Task to complete:
Line by line, output the entries below exactly as they appear.

[Records excerpted from a collection]
==============================

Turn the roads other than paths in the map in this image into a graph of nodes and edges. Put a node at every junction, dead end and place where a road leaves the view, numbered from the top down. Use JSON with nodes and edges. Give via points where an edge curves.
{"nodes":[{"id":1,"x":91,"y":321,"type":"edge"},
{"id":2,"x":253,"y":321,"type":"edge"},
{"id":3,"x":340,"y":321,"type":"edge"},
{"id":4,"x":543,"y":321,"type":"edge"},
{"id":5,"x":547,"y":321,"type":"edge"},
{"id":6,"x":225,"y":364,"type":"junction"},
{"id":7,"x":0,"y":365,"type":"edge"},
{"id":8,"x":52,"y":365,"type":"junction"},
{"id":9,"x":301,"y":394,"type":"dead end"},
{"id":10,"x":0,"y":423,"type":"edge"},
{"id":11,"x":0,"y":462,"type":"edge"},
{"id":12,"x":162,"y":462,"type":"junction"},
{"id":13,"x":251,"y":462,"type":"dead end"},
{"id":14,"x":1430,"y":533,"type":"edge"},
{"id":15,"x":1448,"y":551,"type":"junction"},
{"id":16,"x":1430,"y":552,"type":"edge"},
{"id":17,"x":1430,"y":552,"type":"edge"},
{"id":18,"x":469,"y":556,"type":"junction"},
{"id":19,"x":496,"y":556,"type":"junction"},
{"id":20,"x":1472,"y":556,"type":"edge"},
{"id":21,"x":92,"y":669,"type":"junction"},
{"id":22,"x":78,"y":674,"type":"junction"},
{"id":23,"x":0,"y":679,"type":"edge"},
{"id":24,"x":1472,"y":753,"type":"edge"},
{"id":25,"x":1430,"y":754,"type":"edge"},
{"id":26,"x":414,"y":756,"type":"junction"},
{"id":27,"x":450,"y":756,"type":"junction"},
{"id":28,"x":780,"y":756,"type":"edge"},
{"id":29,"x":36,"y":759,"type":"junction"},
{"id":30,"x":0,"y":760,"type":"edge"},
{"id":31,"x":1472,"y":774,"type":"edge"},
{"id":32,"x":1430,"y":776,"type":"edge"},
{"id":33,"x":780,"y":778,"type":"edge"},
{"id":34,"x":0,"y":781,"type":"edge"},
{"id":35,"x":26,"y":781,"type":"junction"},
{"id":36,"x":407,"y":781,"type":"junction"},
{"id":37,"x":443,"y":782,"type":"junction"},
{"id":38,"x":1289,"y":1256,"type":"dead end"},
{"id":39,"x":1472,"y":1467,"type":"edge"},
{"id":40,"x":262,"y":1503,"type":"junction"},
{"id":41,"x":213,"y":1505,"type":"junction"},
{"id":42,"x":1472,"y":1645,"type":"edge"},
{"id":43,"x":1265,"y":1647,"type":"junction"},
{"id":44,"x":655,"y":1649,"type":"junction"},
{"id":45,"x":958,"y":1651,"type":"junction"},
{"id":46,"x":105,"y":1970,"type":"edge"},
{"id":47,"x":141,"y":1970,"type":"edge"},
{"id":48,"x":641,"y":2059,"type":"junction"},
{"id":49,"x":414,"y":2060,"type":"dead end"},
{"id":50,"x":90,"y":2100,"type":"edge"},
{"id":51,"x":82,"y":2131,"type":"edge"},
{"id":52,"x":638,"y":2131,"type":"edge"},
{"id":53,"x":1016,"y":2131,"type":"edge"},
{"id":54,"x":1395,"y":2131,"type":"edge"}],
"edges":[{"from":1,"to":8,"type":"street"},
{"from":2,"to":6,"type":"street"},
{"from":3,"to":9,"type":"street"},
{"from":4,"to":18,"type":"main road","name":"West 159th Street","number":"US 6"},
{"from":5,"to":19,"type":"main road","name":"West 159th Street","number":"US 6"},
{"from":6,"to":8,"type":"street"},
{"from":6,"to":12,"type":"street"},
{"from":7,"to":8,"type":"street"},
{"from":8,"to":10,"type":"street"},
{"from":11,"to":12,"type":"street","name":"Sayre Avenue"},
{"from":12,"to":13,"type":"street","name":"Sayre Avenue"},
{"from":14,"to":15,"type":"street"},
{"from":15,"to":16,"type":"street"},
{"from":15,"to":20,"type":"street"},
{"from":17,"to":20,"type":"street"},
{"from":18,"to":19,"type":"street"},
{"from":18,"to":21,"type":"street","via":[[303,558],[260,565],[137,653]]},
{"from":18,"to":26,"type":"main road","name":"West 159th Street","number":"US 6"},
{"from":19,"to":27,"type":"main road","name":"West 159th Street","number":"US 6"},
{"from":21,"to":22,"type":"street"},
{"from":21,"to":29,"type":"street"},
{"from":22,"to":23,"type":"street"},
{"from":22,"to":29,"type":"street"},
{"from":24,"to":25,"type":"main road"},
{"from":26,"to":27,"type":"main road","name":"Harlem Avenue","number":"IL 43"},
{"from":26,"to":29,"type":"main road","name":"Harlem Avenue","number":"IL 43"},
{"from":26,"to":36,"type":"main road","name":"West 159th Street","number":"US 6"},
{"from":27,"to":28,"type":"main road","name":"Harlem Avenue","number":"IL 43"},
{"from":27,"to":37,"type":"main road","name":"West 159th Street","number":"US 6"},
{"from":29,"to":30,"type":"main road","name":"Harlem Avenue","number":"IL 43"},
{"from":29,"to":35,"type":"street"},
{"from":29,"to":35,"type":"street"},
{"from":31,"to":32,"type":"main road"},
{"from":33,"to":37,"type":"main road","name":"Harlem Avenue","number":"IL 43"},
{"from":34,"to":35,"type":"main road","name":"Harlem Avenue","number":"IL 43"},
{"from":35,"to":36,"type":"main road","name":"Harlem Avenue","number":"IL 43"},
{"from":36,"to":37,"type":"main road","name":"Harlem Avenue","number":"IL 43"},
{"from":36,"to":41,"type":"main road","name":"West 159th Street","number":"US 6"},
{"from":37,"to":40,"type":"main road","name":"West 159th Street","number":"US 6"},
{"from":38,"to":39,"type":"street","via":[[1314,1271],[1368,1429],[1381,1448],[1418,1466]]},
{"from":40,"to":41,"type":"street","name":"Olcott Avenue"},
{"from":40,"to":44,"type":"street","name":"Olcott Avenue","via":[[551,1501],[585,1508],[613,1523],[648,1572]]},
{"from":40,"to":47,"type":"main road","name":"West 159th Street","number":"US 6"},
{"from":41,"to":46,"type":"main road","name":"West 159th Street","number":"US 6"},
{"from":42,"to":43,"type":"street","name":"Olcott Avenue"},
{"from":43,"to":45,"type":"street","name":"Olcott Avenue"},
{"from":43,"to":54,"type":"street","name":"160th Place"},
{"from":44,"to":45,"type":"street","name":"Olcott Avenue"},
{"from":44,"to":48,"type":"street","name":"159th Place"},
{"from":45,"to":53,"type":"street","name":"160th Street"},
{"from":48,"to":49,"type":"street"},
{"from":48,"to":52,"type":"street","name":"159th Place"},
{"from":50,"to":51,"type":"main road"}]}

==============================

Result below:
Turn the roads other than paths in the map in this image into a graph of nodes and edges. Put a node at every junction, dead end and place where a road leaves the view, numbered from the top down. Use JSON with nodes and edges. Give via points where an edge curves.
{"nodes":[{"id":1,"x":91,"y":321,"type":"edge"},
{"id":2,"x":253,"y":321,"type":"edge"},
{"id":3,"x":340,"y":321,"type":"edge"},
{"id":4,"x":543,"y":321,"type":"edge"},
{"id":5,"x":547,"y":321,"type":"edge"},
{"id":6,"x":225,"y":364,"type":"junction"},
{"id":7,"x":0,"y":365,"type":"edge"},
{"id":8,"x":52,"y":365,"type":"junction"},
{"id":9,"x":301,"y":394,"type":"dead end"},
{"id":10,"x":0,"y":423,"type":"edge"},
{"id":11,"x":0,"y":462,"type":"edge"},
{"id":12,"x":162,"y":462,"type":"junction"},
{"id":13,"x":251,"y":462,"type":"dead end"},
{"id":14,"x":1430,"y":533,"type":"edge"},
{"id":15,"x":1448,"y":551,"type":"junction"},
{"id":16,"x":1430,"y":552,"type":"edge"},
{"id":17,"x":1430,"y":552,"type":"edge"},
{"id":18,"x":469,"y":556,"type":"junction"},
{"id":19,"x":496,"y":556,"type":"junction"},
{"id":20,"x":1472,"y":556,"type":"edge"},
{"id":21,"x":92,"y":669,"type":"junction"},
{"id":22,"x":78,"y":674,"type":"junction"},
{"id":23,"x":0,"y":679,"type":"edge"},
{"id":24,"x":1472,"y":753,"type":"edge"},
{"id":25,"x":1430,"y":754,"type":"edge"},
{"id":26,"x":414,"y":756,"type":"junction"},
{"id":27,"x":450,"y":756,"type":"junction"},
{"id":28,"x":780,"y":756,"type":"edge"},
{"id":29,"x":36,"y":759,"type":"junction"},
{"id":30,"x":0,"y":760,"type":"edge"},
{"id":31,"x":1472,"y":774,"type":"edge"},
{"id":32,"x":1430,"y":776,"type":"edge"},
{"id":33,"x":780,"y":778,"type":"edge"},
{"id":34,"x":0,"y":781,"type":"edge"},
{"id":35,"x":26,"y":781,"type":"junction"},
{"id":36,"x":407,"y":781,"type":"junction"},
{"id":37,"x":443,"y":782,"type":"junction"},
{"id":38,"x":1289,"y":1256,"type":"dead end"},
{"id":39,"x":1472,"y":1467,"type":"edge"},
{"id":40,"x":262,"y":1503,"type":"junction"},
{"id":41,"x":213,"y":1505,"type":"junction"},
{"id":42,"x":1472,"y":1645,"type":"edge"},
{"id":43,"x":1265,"y":1647,"type":"junction"},
{"id":44,"x":655,"y":1649,"type":"junction"},
{"id":45,"x":958,"y":1651,"type":"junction"},
{"id":46,"x":105,"y":1970,"type":"edge"},
{"id":47,"x":141,"y":1970,"type":"edge"},
{"id":48,"x":641,"y":2059,"type":"junction"},
{"id":49,"x":414,"y":2060,"type":"dead end"},
{"id":50,"x":90,"y":2100,"type":"edge"},
{"id":51,"x":82,"y":2131,"type":"edge"},
{"id":52,"x":638,"y":2131,"type":"edge"},
{"id":53,"x":1016,"y":2131,"type":"edge"},
{"id":54,"x":1395,"y":2131,"type":"edge"}],
"edges":[{"from":1,"to":8,"type":"street"},
{"from":2,"to":6,"type":"street"},
{"from":3,"to":9,"type":"street"},
{"from":4,"to":18,"type":"main road","name":"West 159th Street","number":"US 6"},
{"from":5,"to":19,"type":"main road","name":"West 159th Street","number":"US 6"},
{"from":6,"to":8,"type":"street"},
{"from":6,"to":12,"type":"street"},
{"from":7,"to":8,"type":"street"},
{"from":8,"to":10,"type":"street"},
{"from":11,"to":12,"type":"street","name":"Sayre Avenue"},
{"from":12,"to":13,"type":"street","name":"Sayre Avenue"},
{"from":14,"to":15,"type":"street"},
{"from":15,"to":16,"type":"street"},
{"from":15,"to":20,"type":"street"},
{"from":17,"to":20,"type":"street"},
{"from":18,"to":19,"type":"street"},
{"from":18,"to":21,"type":"street","via":[[303,558],[260,565],[137,653]]},
{"from":18,"to":26,"type":"main road","name":"West 159th Street","number":"US 6"},
{"from":19,"to":27,"type":"main road","name":"West 159th Street","number":"US 6"},
{"from":21,"to":22,"type":"street"},
{"from":21,"to":29,"type":"street"},
{"from":22,"to":23,"type":"street"},
{"from":22,"to":29,"type":"street"},
{"from":24,"to":25,"type":"main road"},
{"from":26,"to":27,"type":"main road","name":"Harlem Avenue","number":"IL 43"},
{"from":26,"to":29,"type":"main road","name":"Harlem Avenue","number":"IL 43"},
{"from":26,"to":36,"type":"main road","name":"West 159th Street","number":"US 6"},
{"from":27,"to":28,"type":"main road","name":"Harlem Avenue","number":"IL 43"},
{"from":27,"to":37,"type":"main road","name":"West 159th Street","number":"US 6"},
{"from":29,"to":30,"type":"main road","name":"Harlem Avenue","number":"IL 43"},
{"from":29,"to":35,"type":"street"},
{"from":29,"to":35,"type":"street"},
{"from":31,"to":32,"type":"main road"},
{"from":33,"to":37,"type":"main road","name":"Harlem Avenue","number":"IL 43"},
{"from":34,"to":35,"type":"main road","name":"Harlem Avenue","number":"IL 43"},
{"from":35,"to":36,"type":"main road","name":"Harlem Avenue","number":"IL 43"},
{"from":36,"to":37,"type":"main road","name":"Harlem Avenue","number":"IL 43"},
{"from":36,"to":41,"type":"main road","name":"West 159th Street","number":"US 6"},
{"from":37,"to":40,"type":"main road","name":"West 159th Street","number":"US 6"},
{"from":38,"to":39,"type":"street","via":[[1314,1271],[1368,1429],[1381,1448],[1418,1466]]},
{"from":40,"to":41,"type":"street","name":"Olcott Avenue"},
{"from":40,"to":44,"type":"street","name":"Olcott Avenue","via":[[551,1501],[585,1508],[613,1523],[648,1572]]},
{"from":40,"to":47,"type":"main road","name":"West 159th Street","number":"US 6"},
{"from":41,"to":46,"type":"main road","name":"West 159th Street","number":"US 6"},
{"from":42,"to":43,"type":"street","name":"Olcott Avenue"},
{"from":43,"to":45,"type":"street","name":"Olcott Avenue"},
{"from":43,"to":54,"type":"street","name":"160th Place"},
{"from":44,"to":45,"type":"street","name":"Olcott Avenue"},
{"from":44,"to":48,"type":"street","name":"159th Place"},
{"from":45,"to":53,"type":"street","name":"160th Street"},
{"from":48,"to":49,"type":"street"},
{"from":48,"to":52,"type":"street","name":"159th Place"},
{"from":50,"to":51,"type":"main road"}]}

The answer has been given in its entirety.